Defining what it means matters because public and private healthcare payers in the U.S. and around the world are moving away from traditional fee-for-service payments. Instead, payers such as the U.S. government’s Medicare program and private insurers favor health providers delivering more efficient and effective care. The situation means that device companies need to have arguments for why their products create value, both to persuade hospitals and clinics to use their devices and to arrange reimbursement from insurers.
Some top medical device industry executives explored the meaning of value during a panel at the recent DeviceTalks Minnesota, June 26–27 in St. Paul. (The next DeviceTalks is Oct. 2 in Boston.) Here’s what they had to say:
Sheri Dodd
VP and general manager, Medtronic Care Management Services (formerly Cardiocom)
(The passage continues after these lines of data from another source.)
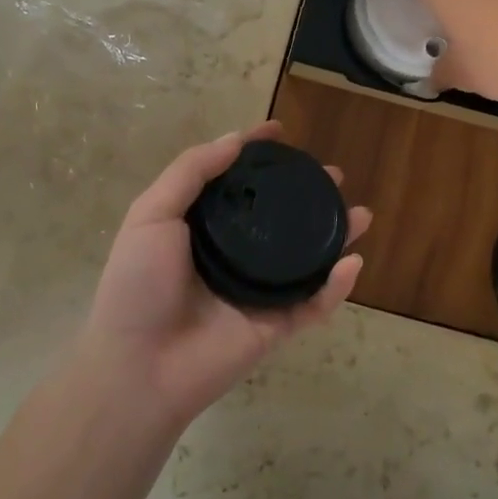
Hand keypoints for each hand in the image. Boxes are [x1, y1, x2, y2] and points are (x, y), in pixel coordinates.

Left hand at [77, 122, 369, 426]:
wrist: (137, 366)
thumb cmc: (138, 284)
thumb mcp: (151, 215)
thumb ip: (191, 172)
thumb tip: (235, 139)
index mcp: (203, 227)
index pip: (237, 182)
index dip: (257, 155)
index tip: (280, 131)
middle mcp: (233, 253)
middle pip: (280, 217)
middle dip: (308, 194)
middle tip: (332, 176)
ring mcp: (257, 291)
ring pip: (306, 258)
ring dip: (335, 235)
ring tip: (360, 214)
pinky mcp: (274, 326)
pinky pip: (313, 304)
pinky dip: (336, 287)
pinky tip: (352, 263)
“At Medtronic, when we talk about value in healthcare, we start with specifics and are trying to focus on specific populations. We’re trying to define narrow cohorts, with very specific outcomes over a very specific time period, and measure the optimal clinical outcomes that matter to patients. We believe that the more narrow you focus, the more refined and specific you get, the more you will actually be able to address value. If you achieve this, you should not get paid based on volume but rather get paid based on outcomes. These aren’t just words, this is what our CEO is talking about all the time, and he is very serious about it, so we are undergoing a lot of that measurement work. We’re identifying what products we have that truly get to this cost-over-outcome equation that we can stand behind with data, and enable the appropriate intervention and then change the way we’re in the market.”